I may be mean to Melanie but I feel attracted to her because we two are soul mates and mated for life but I couldn't leave and forsake the love of my life. I loved Tammy sincerely and was already married her. She was everything to me and I wanted her to bare my pups but with Melanie being here I was getting confused. As confused as f*ck. Both ladies were important to me and I couldn't choose one. But I definitely wouldn't leave my love for anything. I was stucked. Now that I already find Melanie and I sure she Is fine I can really let things go back to the way they were before she went missing. But I didn't expect that my silence will hurt and anger her that way. I was only trying to avoid her and let things go back to normal but I was wrong. I shouldn't have even said those words to her but I did. And it got her really mad that she slapped me. Yes she slapped me. Never have I ever being slapped since I was born. And worst I was slapped by a woman. I felt insulted and angry that I couldn't even speak back and just watch her rant. My urge was at its heights to slap her back or hit her but Zack interceeded and stopped me from slapping her. If he didn't then I didn’t know what I would have done to her. I watch her left and didn't try to stop her. It was for the best of our interest. The both of us. If we don't leave each other then the feelings will never leave us. And without thinking straight I turned the opposite way and walked her different direction ignoring the calls and scolds of my wolf. I was really angry and needed to kill to relief my anger. The onlh option was the city. I could find some good preys there.

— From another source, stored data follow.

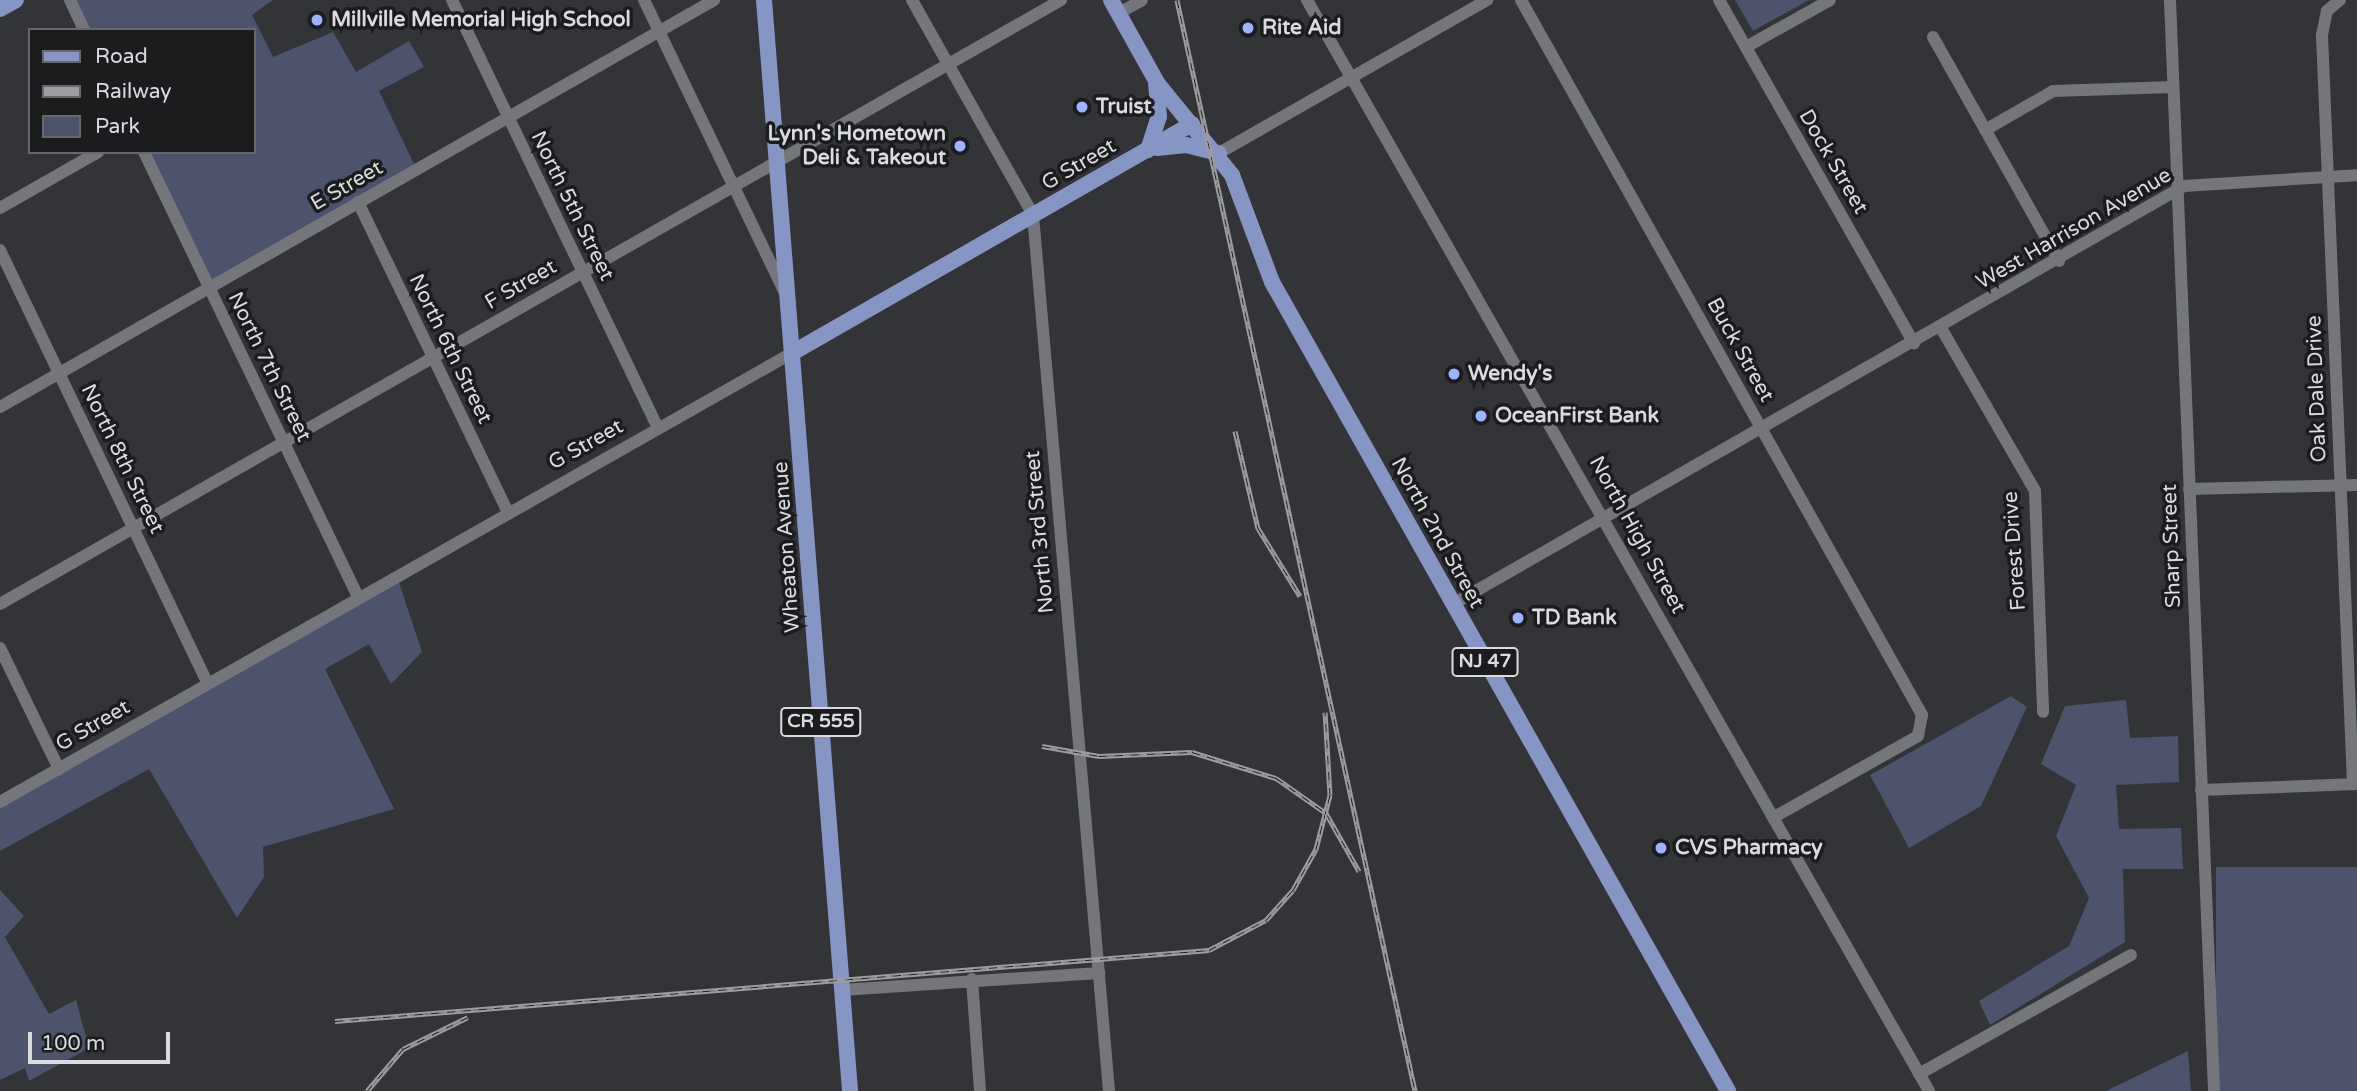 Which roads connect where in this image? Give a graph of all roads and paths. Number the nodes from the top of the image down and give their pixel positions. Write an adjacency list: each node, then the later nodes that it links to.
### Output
1 (16, 0): 18 (main road)
2 (70, 0): 19 (street)
3 (452, 0): 27 (street, North 5th Street)
4 (644, 0): 20 (street)
5 (714, 0): 20 (street, E Street)
6 (764, 0): 34 (main road, Wheaton Avenue / CR 555)
7 (912, 0): 23 (street, North 3rd Street)
8 (1061, 0): 23 (street, F Street)
9 (1142, 0): 17 (street)
10 (1307, 0): 24 (street, North High Street)
11 (1487, 0): 24 (street)
12 (1521, 0): 54 (street, Buck Street)
13 (1719, 0): 22 (street, Dock Street)
14 (1830, 0): 22 (street)
15 (2170, 0): 26 (street, Sharp Street)
16 (2340, 0): 35 (street, Oak Dale Drive)
17 (1115, 7): 25 (main road, North 2nd Street / NJ 47)
18 (0, 9)
19 (84, 28)
20 (659, 32): 27 (street, E Street); 37 (street)
21 (1933, 37): 29 (street)
22 (1746, 47): 48 (street, Dock Street)
23 (948, 65): 34 (street, F Street); 41 (street, North 3rd Street)
24 (1351, 77): 31 (street); 60 (street, North High Street)
25 (1155, 79): 28 (main road, North 2nd Street / NJ 47); 30 (main road)
26 (2173, 87): 29 (street); 38 (street, Sharp Street)
27 (508, 118): 39 (street, E Street); 44 (street, North 5th Street)
28 (1192, 124): 30 (main road, G Street); 31 (main road, North 2nd Street / NJ 47)
29 (1985, 130): 43 (street)
30 (1148, 149): 31 (main road); 41 (main road, G Street)
31 (1219, 153): 64 (main road, North 2nd Street / NJ 47)
32 (94, 154): 40 (street)
33 (145, 154): 45 (street, North 7th Street)
34 (777, 162): 37 (street, F Street); 46 (main road, Wheaton Avenue / CR 555)
35 (2328, 176): 36 (street, West Harrison Avenue); 38 (street, West Harrison Avenue); 57 (street, Oak Dale Drive)
36 (2357, 176)
37 (733, 187): 44 (street, F Street); 46 (street)
38 (2177, 190): 43 (street, West Harrison Avenue); 58 (street, Sharp Street)
39 (358, 202): 45 (street, E Street); 50 (street, North 6th Street)
40 (0, 208)
41 (1033, 215): 49 (main road, G Street); 74 (street, North 3rd Street)
42 (0, 250): 51 (street, North 8th Street)
43 (2059, 261): 47 (street, West Harrison Avenue)
44 (583, 272): 50 (street, F Street); 53 (street, North 5th Street)
45 (209, 288): 51 (street, E Street); 55 (street, North 7th Street)
46 (787, 298): 49 (main road, Wheaton Avenue / CR 555)
47 (1941, 328): 48 (street, West Harrison Avenue); 67 (street, Forest Drive)
48 (1914, 343): 54 (street, West Harrison Avenue)
49 (792, 353): 53 (street, G Street); 76 (main road, Wheaton Avenue / CR 555)
50 (433, 358): 55 (street, F Street); 59 (street, North 6th Street)
51 (60, 373): 52 (street, E Street); 61 (street, North 8th Street)
52 (0, 407)
53 (658, 428): 59 (street, G Street)
54 (1761, 428): 60 (street, West Harrison Avenue); 72 (street, Buck Street)
55 (284, 442): 61 (street, F Street); 62 (street, North 7th Street)
56 (2357, 485): 57 (street)
57 (2340, 486): 58 (street); 69 (street, Oak Dale Drive)
58 (2189, 489): 70 (street, Sharp Street)
59 (508, 512): 62 (street, G Street)
60 (1605, 519): 64 (street, West Harrison Avenue); 72 (street, North High Street)
61 (133, 528): 63 (street, F Street); 66 (street, North 8th Street)
62 (359, 598): 66 (street, G Street)
63 (0, 604)
64 (1453, 604): 81 (main road, North 2nd Street / NJ 47)
65 (0, 648): 68 (street)
66 (208, 684): 68 (street, G Street)
67 (2043, 712)
68 (59, 769): 71 (street, G Street)
69 (2355, 784): 70 (street)
70 (2201, 790): 83 (street, Sharp Street)
71 (0, 802)
72 (1774, 817): 77 (street, North High Street)
73 (2131, 955): 77 (street)
74 (1099, 973): 75 (street); 80 (street, North 3rd Street)
75 (972, 979): 76 (street); 79 (street)
76 (842, 990): 78 (main road, Wheaton Avenue / CR 555)
77 (1919, 1074): 82 (street, North High Street)
78 (850, 1091)
79 (980, 1091)
80 (1109, 1091)
81 (1728, 1091)
82 (1929, 1091)
83 (2214, 1091) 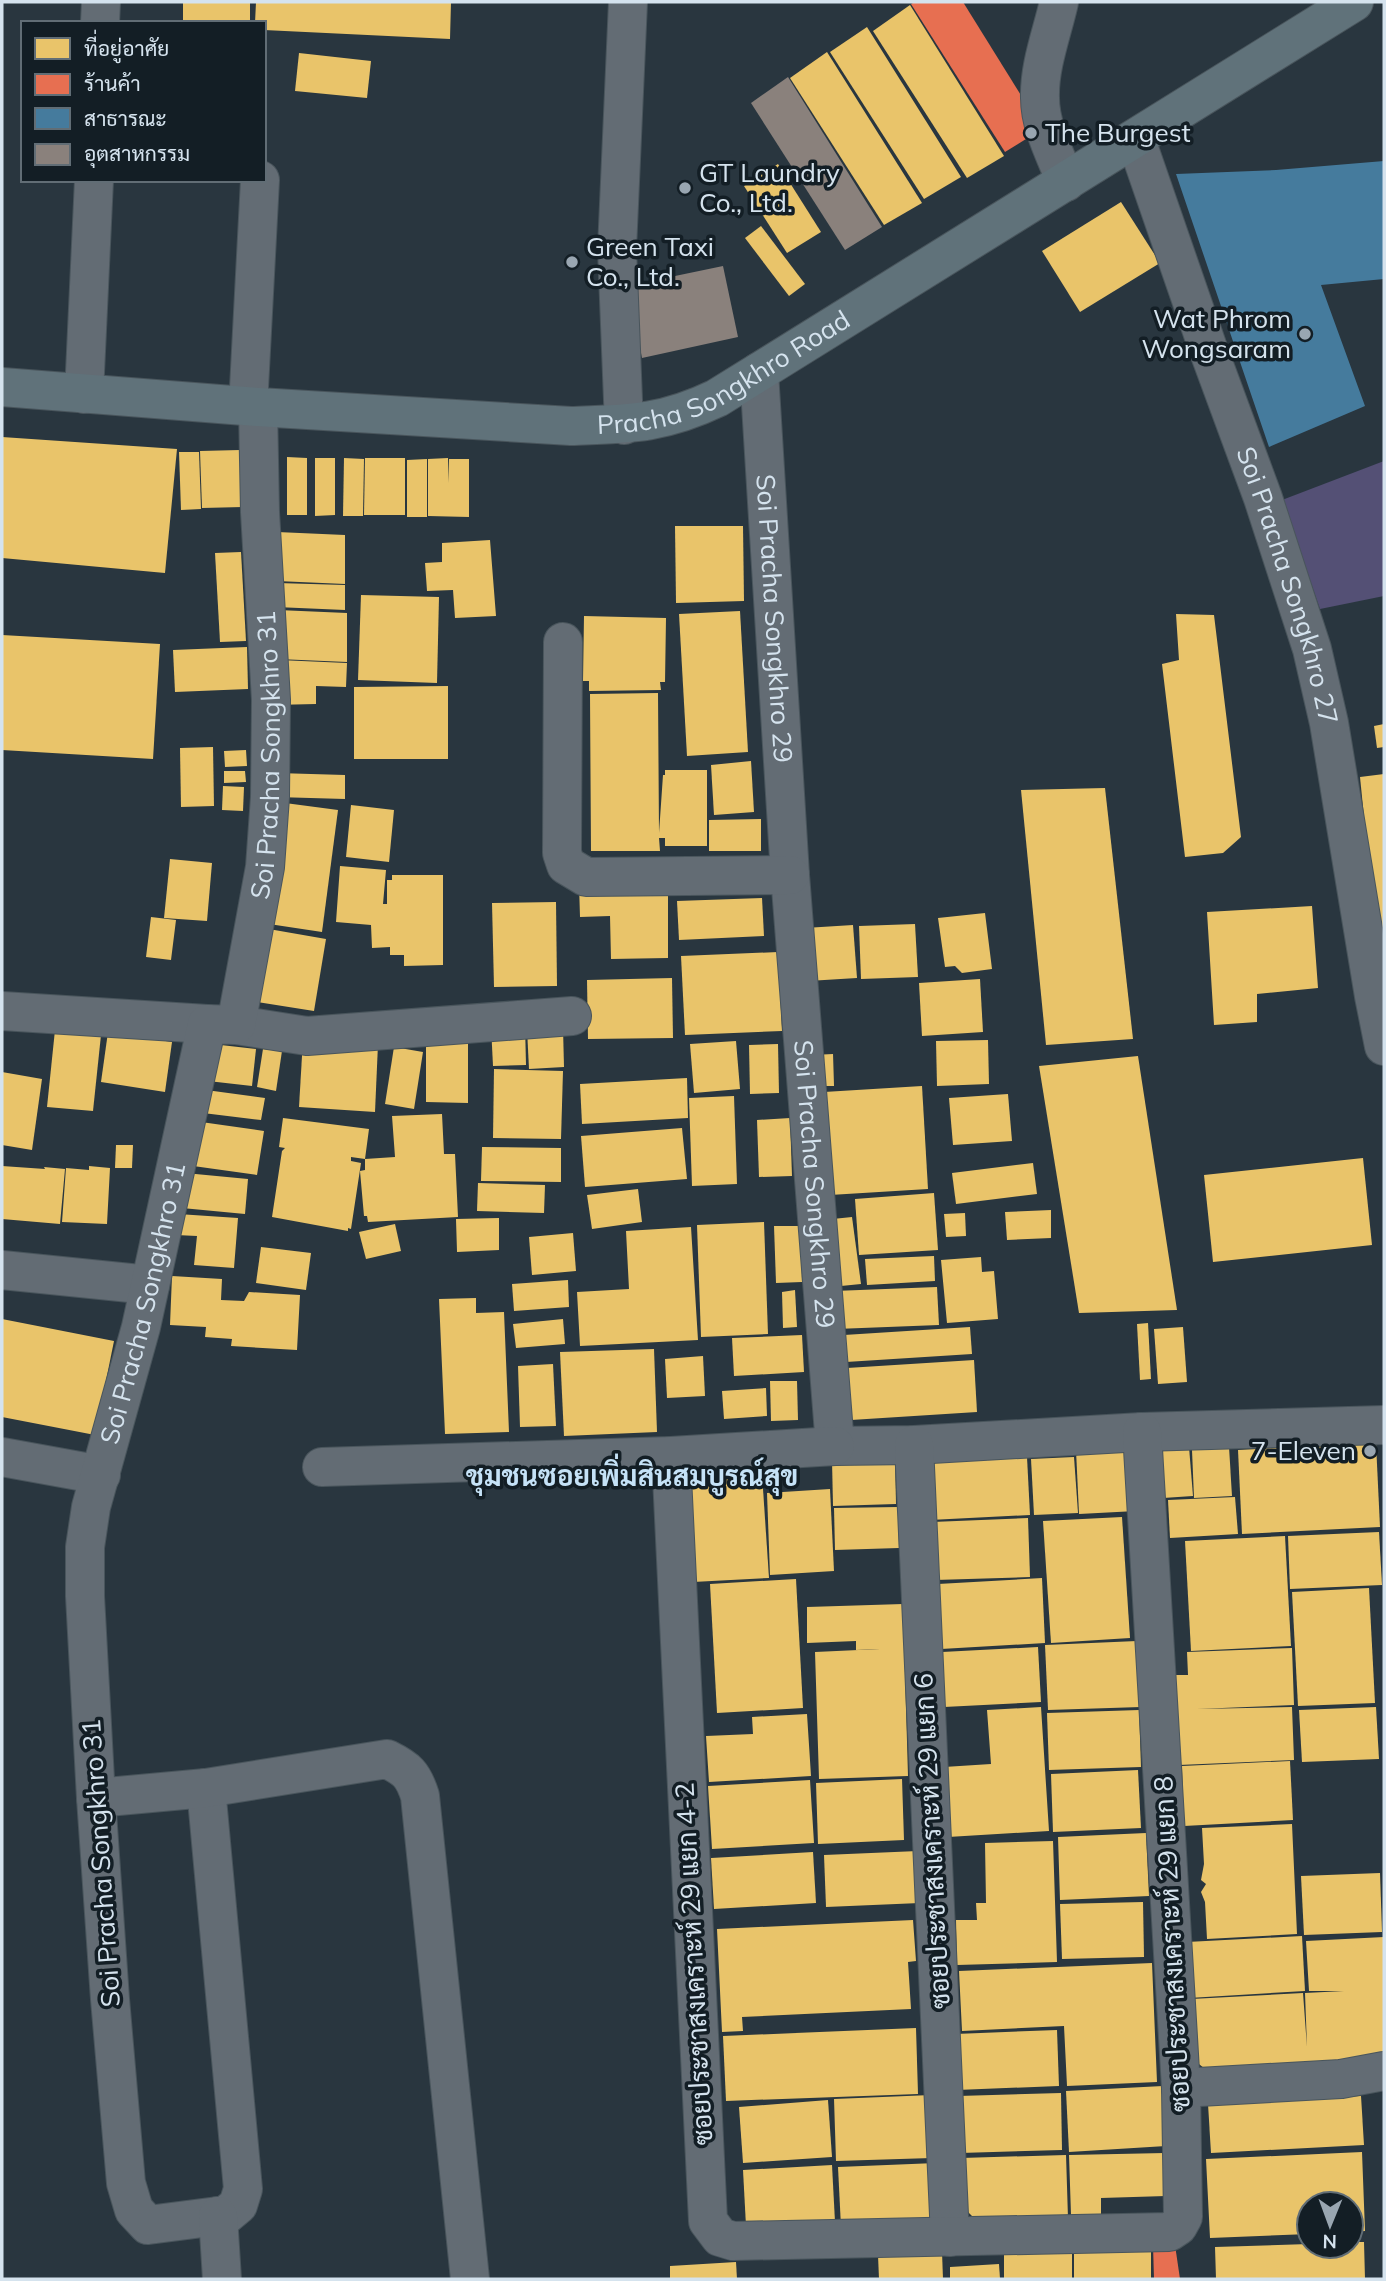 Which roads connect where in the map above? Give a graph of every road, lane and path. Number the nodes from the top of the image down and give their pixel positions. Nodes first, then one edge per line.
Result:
1 (101, 2) edge
2 (628, 2) edge
3 (1059, 2) edge
4 (1354, 2) edge
5 (100, 21) edge
6 (1136, 139) junction
7 (1066, 181) junction
8 (94, 182) edge
9 (260, 182) edge
10 (759, 372) junction
11 (2, 387) edge
12 (84, 394) junction
13 (253, 407) junction
14 (624, 425) junction
15 (563, 642) dead end
16 (790, 875) junction
17 (1379, 996) edge
18 (2, 1011) edge
19 (572, 1016) dead end
20 (222, 1025) junction
21 (1384, 1046) edge
22 (2, 1270) edge
23 (150, 1285) junction
24 (1384, 1425) edge
25 (1142, 1432) junction
26 (914, 1445) junction
27 (835, 1446) junction
28 (671, 1456) junction
29 (2, 1457) edge
30 (322, 1467) dead end
31 (101, 1475) junction
32 (206, 1788) junction
33 (96, 1798) junction
34 (1384, 2071) edge
35 (1181, 2088) junction
36 (218, 2216) junction
37 (950, 2237) junction
38 (222, 2279) edge
39 (470, 2279) edge

1 - 5 street
2 - 14 street
3 - 7 street
4 - 6 main road, Pracha Songkhro Road
6 - 7 main road, Pracha Songkhro Road
6 - 17 street, Soi Pracha Songkhro 27
7 - 10 main road, Pracha Songkhro Road
8 - 12 street
9 - 13 street, Soi Pracha Songkhro 31
10 - 14 main road, Pracha Songkhro Road
10 - 16 street, Soi Pracha Songkhro 29
11 - 12 main road, Pracha Songkhro Road
12 - 13 main road, Pracha Songkhro Road
13 - 14 main road, Pracha Songkhro Road
13 - 20 street, Soi Pracha Songkhro 31
15 - 16 street
16 - 27 street, Soi Pracha Songkhro 29
17 - 21 street, Soi Pracha Songkhro 27
18 - 20 street
19 - 20 street
20 - 23 street, Soi Pracha Songkhro 31
22 - 23 street
23 - 31 street, Soi Pracha Songkhro 31
24 - 25 street
25 - 26 street
25 - 35 street, ซอยประชาสงเคราะห์ 29 แยก 8
26 - 27 street
26 - 37 street, ซอยประชาสงเคราะห์ 29 แยก 6
27 - 28 street
28 - 30 street
28 - 37 street, ซอยประชาสงเคราะห์ 29 แยก 4-2
29 - 31 street
31 - 33 street, Soi Pracha Songkhro 31
32 - 33 street
32 - 36 street
32 - 39 street
33 - 36 street, Soi Pracha Songkhro 31
34 - 35 street
35 - 37 street, ซอยประชาสงเคราะห์ 29 แยก 8
36 - 38 street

*** unknown POV*** you can't understand how happy I am with the turn outs of events. Yes! all that is happening now is all planned out by me. I want vengeance. I was blood thirsty and had waited years for the right time which finally came for my revenge. I was going to f*cking kill all of those bastards who ever offended me or stood in my way. I am not afraid of any of those weak wolves or even the Phoenix. In fact she is all part of my good plan to destroy this world of superior beings and take over them. Don't get me wrong here dear. I'm not the witch. I'm just a pained and hurt being who seeks vengeance for a failed life. Do not rack your brain too much. You we won't even know it's me. *** general POV ***

[ A WEEK LATER ] The place was getting dark as Melanie sat in the dark tarvan at a small city in Mexico. She had a small compass in her palms and her eyes followed all its movements. The people inside were either drinking, gambling or f*cking their lives out in the stinky, smelly and dirty tarvan. It was no place for good girls. Melanie was a definition of good girl given that she doesn't drink smokes and is not a slut. She was getting restless when the front door busted open and an old man who looked like he was in his late seventies walked in. Half of his face was covered. He had a bucket hat on and an eye patch sticked to his left eyes. A large smoking pipe was sticked to his mouth and he wore large and long leather jackets with leather pants. He hard a pair of old looking shoes on and puffed from his pipe at I tervals. Melanie looked directly at him as her compass was still pointing it's long wings directly at him. A sly smile formed at the corner of her lips as she looked at the old man with a smirk. "gotcha old man!" She mumbled before standing to her feet and adjusting her face cap. She then began walking toward him with bold steps. She needed to be fast.